Your instructions: Reproduce each line of the entries that carries "LANE".

(Records contained in a dataset)
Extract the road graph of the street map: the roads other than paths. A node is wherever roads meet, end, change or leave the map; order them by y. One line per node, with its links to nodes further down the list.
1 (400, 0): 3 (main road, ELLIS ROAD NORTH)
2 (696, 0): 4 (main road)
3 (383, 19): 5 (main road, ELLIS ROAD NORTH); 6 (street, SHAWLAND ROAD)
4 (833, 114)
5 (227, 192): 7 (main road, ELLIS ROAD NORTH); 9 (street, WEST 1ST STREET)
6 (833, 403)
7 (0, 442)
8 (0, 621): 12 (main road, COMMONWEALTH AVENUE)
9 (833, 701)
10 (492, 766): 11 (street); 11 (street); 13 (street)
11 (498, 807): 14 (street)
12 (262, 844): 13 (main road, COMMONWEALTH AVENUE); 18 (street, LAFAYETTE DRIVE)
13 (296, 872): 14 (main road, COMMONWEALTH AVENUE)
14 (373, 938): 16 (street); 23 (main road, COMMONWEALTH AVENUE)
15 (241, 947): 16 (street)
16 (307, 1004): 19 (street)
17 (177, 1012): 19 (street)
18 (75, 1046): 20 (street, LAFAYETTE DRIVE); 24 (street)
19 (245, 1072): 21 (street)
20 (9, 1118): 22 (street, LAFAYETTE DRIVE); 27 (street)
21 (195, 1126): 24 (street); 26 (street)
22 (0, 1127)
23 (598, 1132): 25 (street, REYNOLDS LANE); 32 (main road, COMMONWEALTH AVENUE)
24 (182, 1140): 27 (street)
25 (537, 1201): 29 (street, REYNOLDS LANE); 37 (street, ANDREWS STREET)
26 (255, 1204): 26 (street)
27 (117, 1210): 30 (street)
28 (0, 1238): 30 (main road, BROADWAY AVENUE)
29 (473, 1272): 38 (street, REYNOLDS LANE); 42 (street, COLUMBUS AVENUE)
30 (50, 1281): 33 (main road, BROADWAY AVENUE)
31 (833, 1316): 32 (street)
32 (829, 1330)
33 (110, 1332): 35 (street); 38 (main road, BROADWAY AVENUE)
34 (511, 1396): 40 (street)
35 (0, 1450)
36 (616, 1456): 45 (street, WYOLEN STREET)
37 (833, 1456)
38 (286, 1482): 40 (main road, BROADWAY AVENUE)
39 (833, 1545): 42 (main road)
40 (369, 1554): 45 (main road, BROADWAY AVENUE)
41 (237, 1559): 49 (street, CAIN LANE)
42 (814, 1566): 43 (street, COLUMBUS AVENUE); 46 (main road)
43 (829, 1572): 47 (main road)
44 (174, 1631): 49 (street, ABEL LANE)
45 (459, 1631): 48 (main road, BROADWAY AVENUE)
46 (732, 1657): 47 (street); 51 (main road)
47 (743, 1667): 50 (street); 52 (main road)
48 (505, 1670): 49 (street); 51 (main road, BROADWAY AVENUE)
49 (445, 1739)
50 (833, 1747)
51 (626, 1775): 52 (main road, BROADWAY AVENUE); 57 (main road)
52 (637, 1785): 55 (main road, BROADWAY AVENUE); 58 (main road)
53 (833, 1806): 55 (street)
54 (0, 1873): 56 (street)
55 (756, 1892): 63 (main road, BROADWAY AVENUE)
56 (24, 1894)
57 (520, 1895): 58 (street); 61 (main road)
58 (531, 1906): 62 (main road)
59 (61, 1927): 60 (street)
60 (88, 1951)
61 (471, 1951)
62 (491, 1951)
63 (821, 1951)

Final answer:
23 (598, 1132): 25 (street, REYNOLDS LANE); 32 (main road, COMMONWEALTH AVENUE)
25 (537, 1201): 29 (street, REYNOLDS LANE); 37 (street, ANDREWS STREET)
29 (473, 1272): 38 (street, REYNOLDS LANE); 42 (street, COLUMBUS AVENUE)
41 (237, 1559): 49 (street, CAIN LANE)
44 (174, 1631): 49 (street, ABEL LANE)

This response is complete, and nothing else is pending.